Extract every line below that contains the word "Jiso".

────────────────────────────────────────

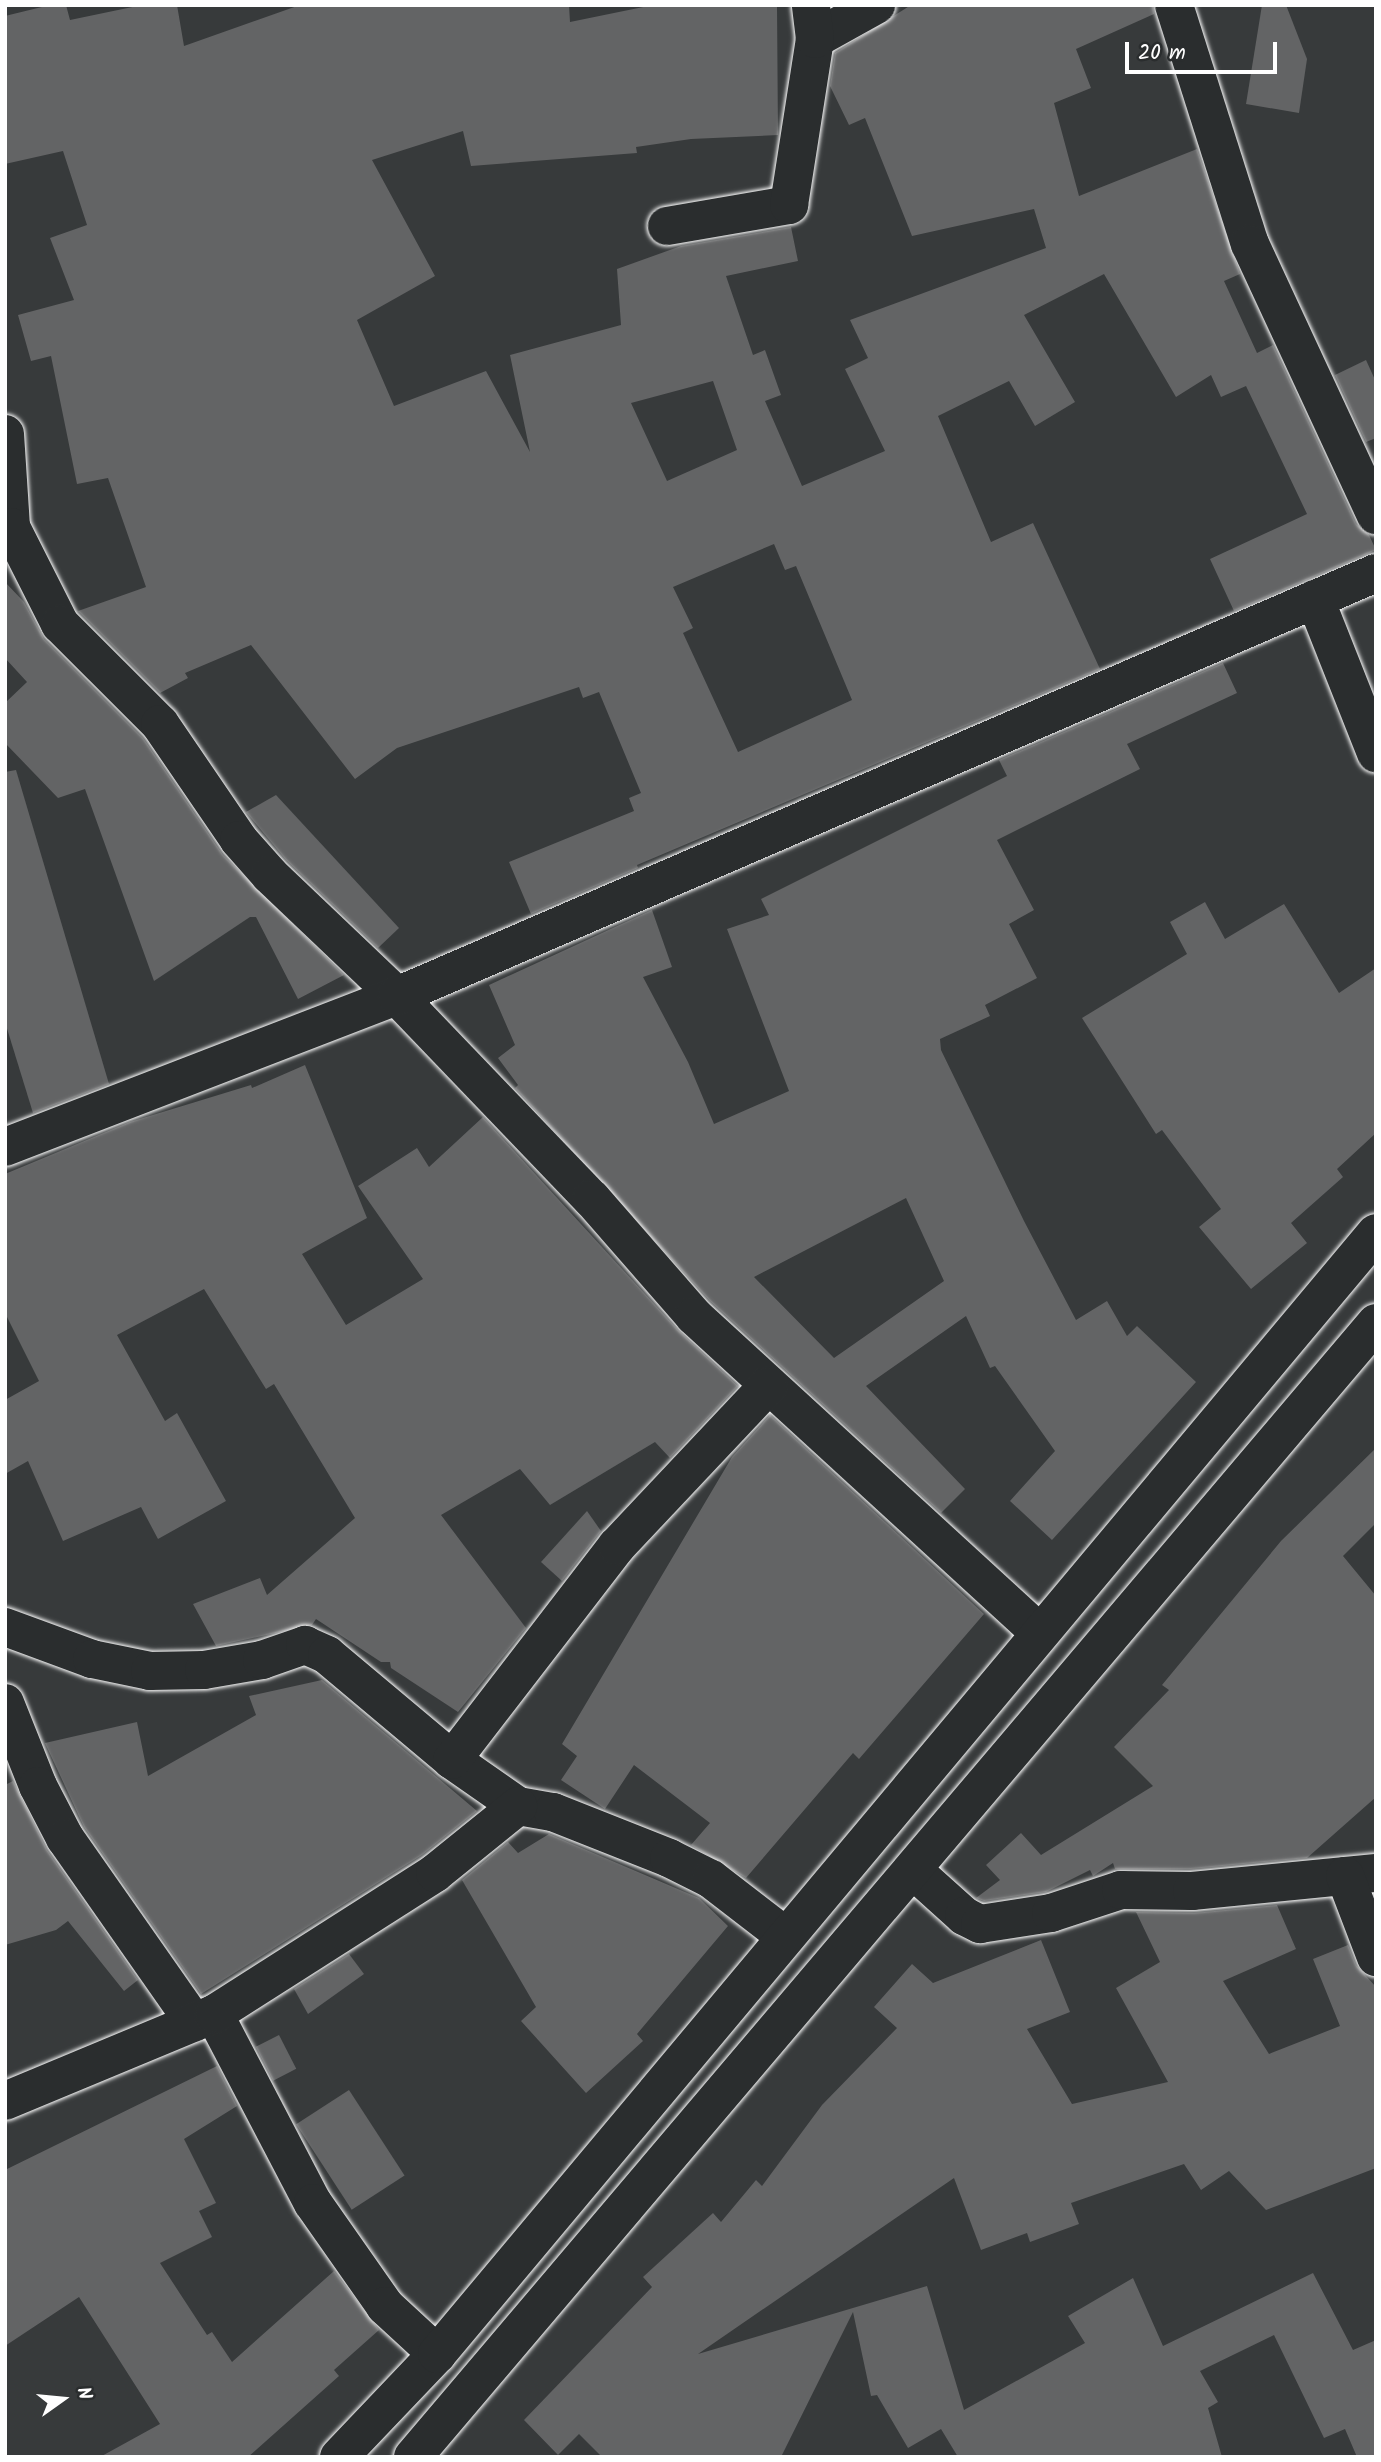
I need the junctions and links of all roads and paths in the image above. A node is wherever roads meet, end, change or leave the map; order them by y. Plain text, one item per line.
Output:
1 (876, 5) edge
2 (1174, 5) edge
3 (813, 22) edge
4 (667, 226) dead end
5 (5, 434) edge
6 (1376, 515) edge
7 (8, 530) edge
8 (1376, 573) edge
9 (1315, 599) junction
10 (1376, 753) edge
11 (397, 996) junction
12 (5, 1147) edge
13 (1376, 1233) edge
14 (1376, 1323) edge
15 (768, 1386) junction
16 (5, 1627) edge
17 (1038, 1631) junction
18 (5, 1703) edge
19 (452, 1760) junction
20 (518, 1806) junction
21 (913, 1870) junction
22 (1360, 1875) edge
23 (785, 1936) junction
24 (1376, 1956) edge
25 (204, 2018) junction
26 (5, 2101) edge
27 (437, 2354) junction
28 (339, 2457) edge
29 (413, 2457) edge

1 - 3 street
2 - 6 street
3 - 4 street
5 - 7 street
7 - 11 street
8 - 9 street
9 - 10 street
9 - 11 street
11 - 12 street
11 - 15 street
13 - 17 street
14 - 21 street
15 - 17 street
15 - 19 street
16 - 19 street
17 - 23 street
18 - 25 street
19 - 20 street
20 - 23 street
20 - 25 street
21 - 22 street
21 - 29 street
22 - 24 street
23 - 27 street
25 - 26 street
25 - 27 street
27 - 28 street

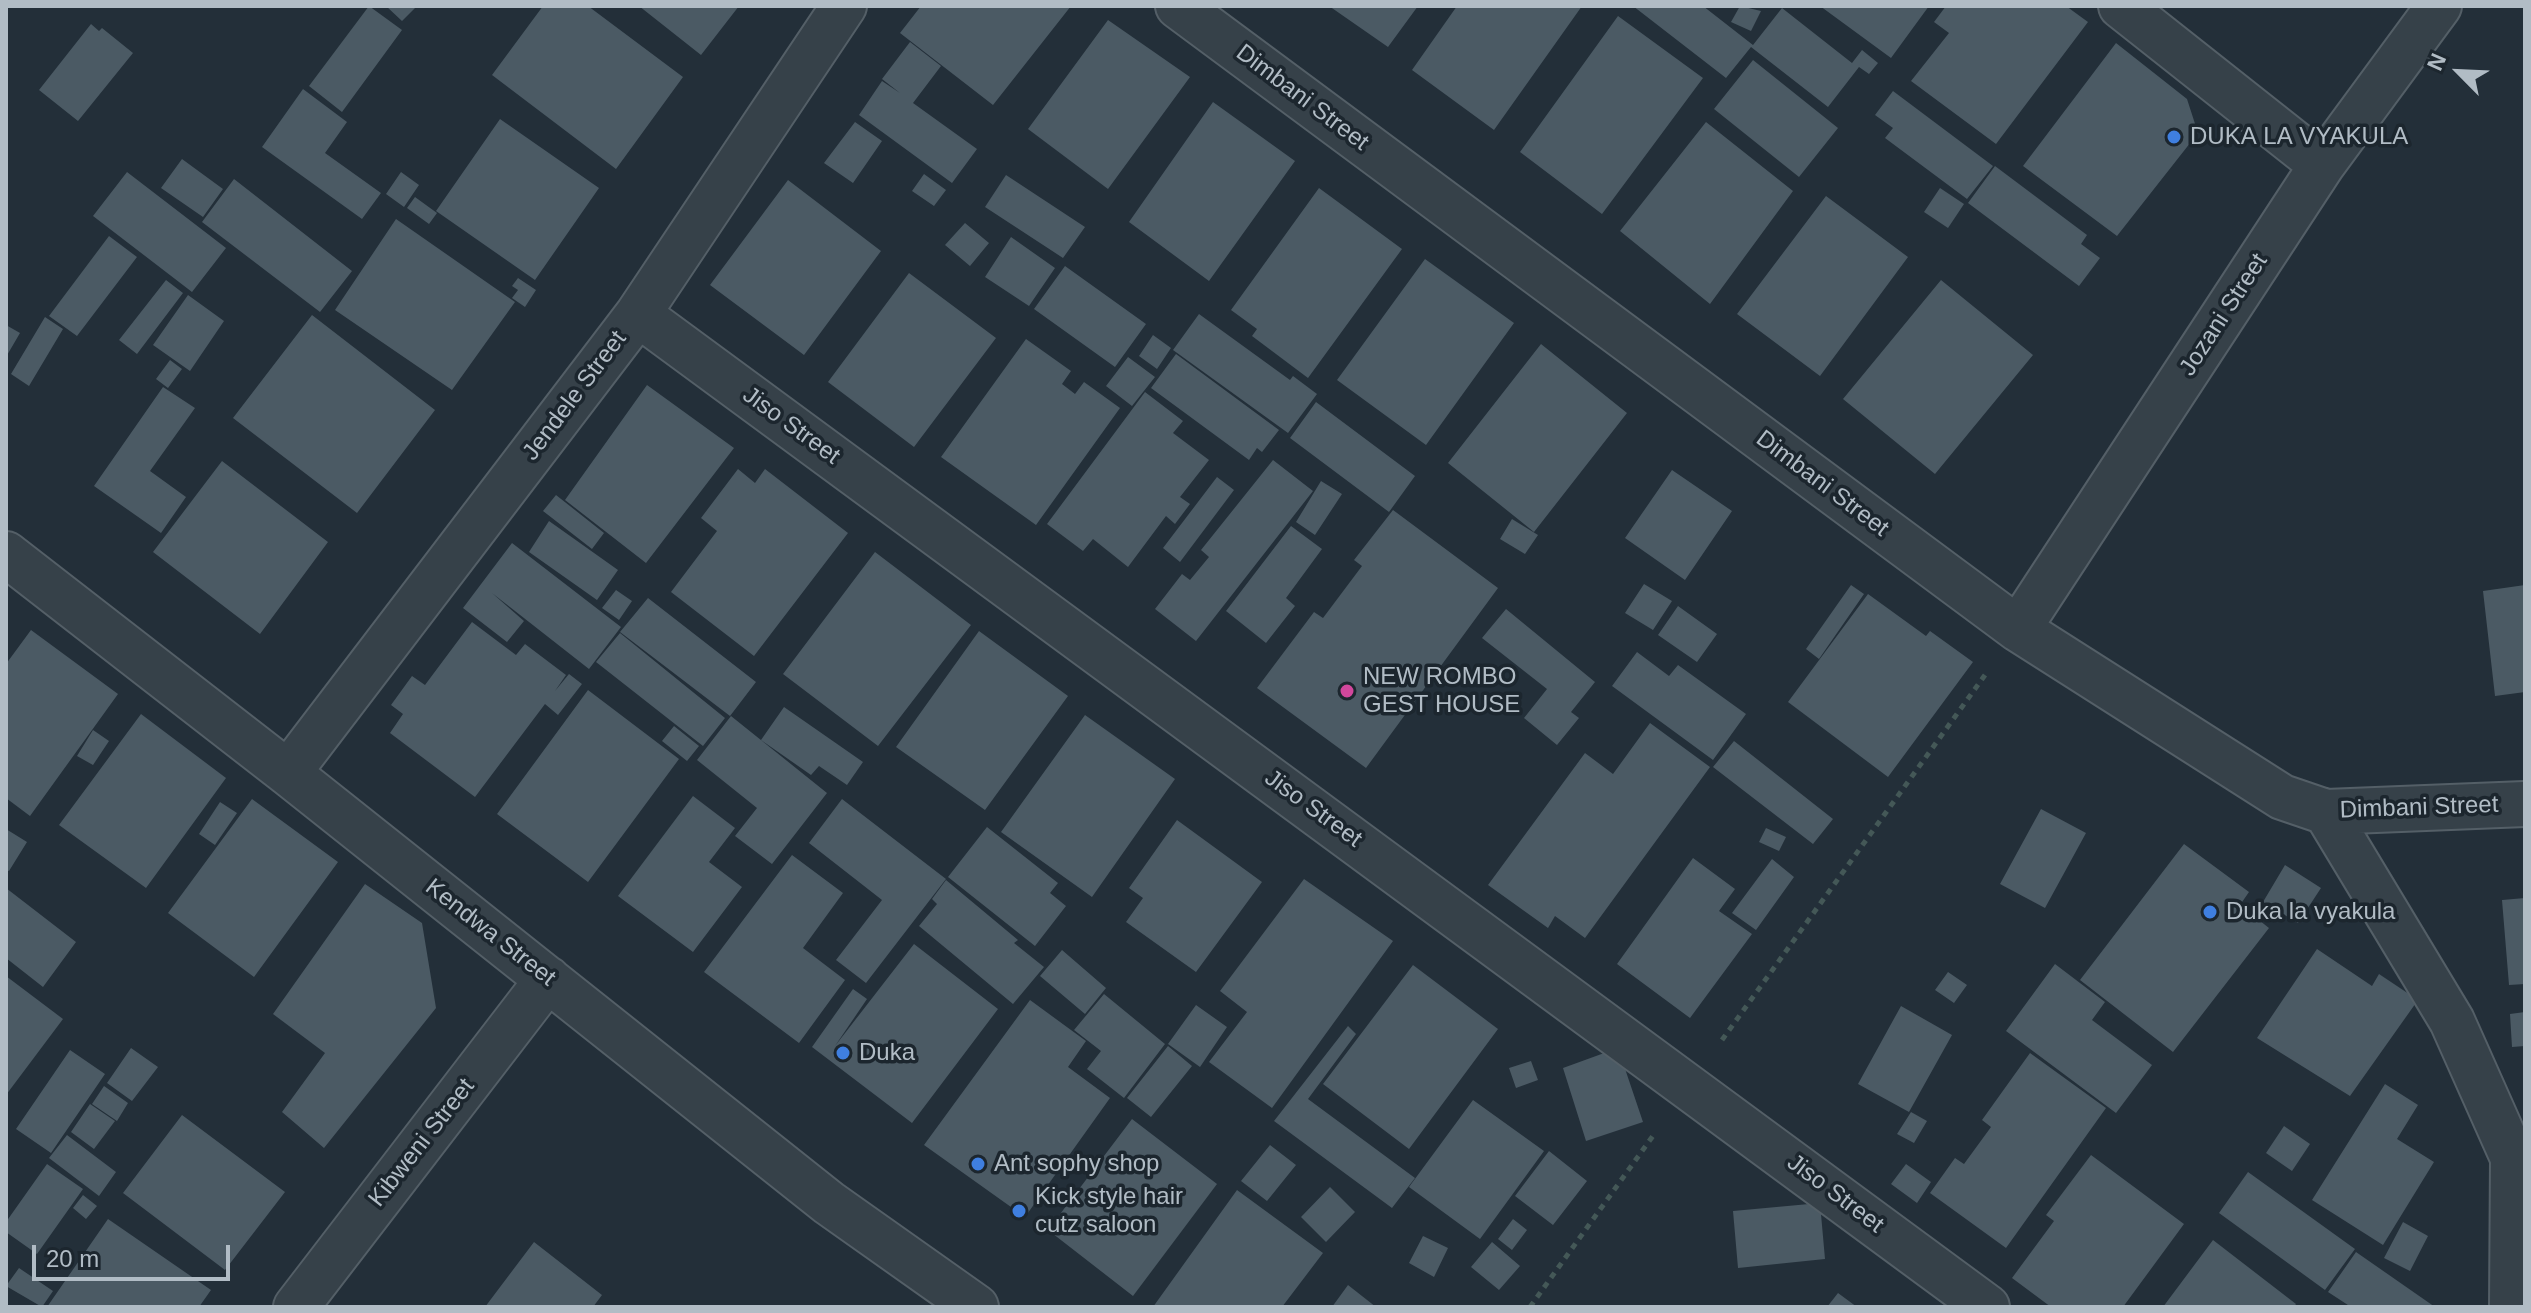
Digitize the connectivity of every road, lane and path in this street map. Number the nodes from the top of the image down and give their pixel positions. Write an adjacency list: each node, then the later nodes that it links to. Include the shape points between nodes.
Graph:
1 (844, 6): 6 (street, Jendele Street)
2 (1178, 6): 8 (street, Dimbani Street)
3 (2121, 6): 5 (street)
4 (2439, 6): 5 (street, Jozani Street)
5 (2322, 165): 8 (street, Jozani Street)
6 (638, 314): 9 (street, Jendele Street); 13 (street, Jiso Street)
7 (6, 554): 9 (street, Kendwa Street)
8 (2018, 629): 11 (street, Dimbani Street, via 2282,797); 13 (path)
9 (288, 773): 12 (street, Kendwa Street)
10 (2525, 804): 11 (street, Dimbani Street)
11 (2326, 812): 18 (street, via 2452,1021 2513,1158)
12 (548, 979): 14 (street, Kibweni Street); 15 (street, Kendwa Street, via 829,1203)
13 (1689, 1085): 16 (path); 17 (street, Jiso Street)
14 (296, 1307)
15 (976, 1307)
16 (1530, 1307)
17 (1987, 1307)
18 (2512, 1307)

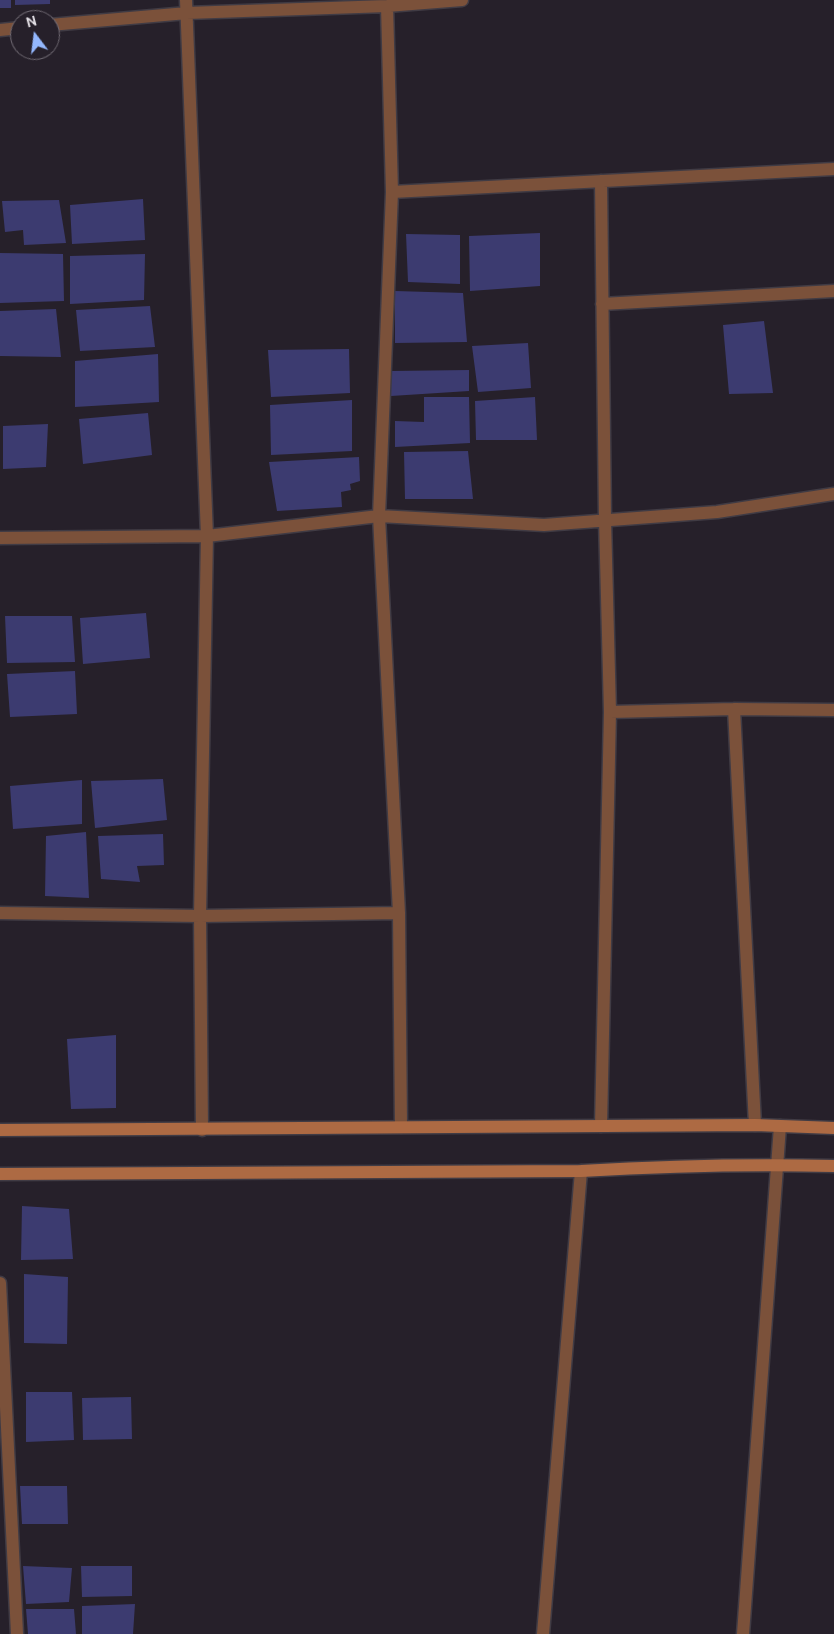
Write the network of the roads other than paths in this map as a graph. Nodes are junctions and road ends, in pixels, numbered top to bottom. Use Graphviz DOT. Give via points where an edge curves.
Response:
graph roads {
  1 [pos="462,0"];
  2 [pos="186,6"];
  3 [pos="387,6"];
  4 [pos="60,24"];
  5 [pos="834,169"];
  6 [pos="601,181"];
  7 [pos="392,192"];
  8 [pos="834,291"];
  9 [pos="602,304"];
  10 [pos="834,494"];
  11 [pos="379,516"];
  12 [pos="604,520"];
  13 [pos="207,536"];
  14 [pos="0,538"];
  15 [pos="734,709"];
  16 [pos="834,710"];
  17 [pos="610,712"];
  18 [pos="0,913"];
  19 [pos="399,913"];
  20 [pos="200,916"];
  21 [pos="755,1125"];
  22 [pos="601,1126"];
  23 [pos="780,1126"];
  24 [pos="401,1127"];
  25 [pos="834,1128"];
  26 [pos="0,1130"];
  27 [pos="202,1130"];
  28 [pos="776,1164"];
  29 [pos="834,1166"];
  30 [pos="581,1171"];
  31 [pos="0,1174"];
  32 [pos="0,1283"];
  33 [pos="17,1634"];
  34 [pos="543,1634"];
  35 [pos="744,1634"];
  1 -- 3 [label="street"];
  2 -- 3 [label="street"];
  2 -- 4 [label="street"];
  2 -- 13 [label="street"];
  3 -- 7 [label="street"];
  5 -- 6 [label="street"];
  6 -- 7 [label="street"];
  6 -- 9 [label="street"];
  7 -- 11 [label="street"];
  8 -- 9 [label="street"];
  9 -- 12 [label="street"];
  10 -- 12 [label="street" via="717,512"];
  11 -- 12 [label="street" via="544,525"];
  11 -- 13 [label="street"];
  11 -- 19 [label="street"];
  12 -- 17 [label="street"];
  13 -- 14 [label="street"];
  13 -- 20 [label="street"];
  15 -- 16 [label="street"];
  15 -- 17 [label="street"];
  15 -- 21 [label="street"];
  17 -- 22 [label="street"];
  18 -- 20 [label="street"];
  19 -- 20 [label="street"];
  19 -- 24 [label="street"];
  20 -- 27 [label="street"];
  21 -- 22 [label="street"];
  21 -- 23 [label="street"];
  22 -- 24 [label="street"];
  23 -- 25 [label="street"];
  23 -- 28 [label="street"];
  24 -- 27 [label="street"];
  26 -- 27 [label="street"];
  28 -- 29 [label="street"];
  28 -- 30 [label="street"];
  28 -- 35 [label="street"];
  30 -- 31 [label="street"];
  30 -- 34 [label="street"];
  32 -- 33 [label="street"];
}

────────────────────────────────────────

Solution to the problem:
6 (638, 314): 9 (street, Jendele Street); 13 (street, Jiso Street)
13 (1689, 1085): 16 (path); 17 (street, Jiso Street)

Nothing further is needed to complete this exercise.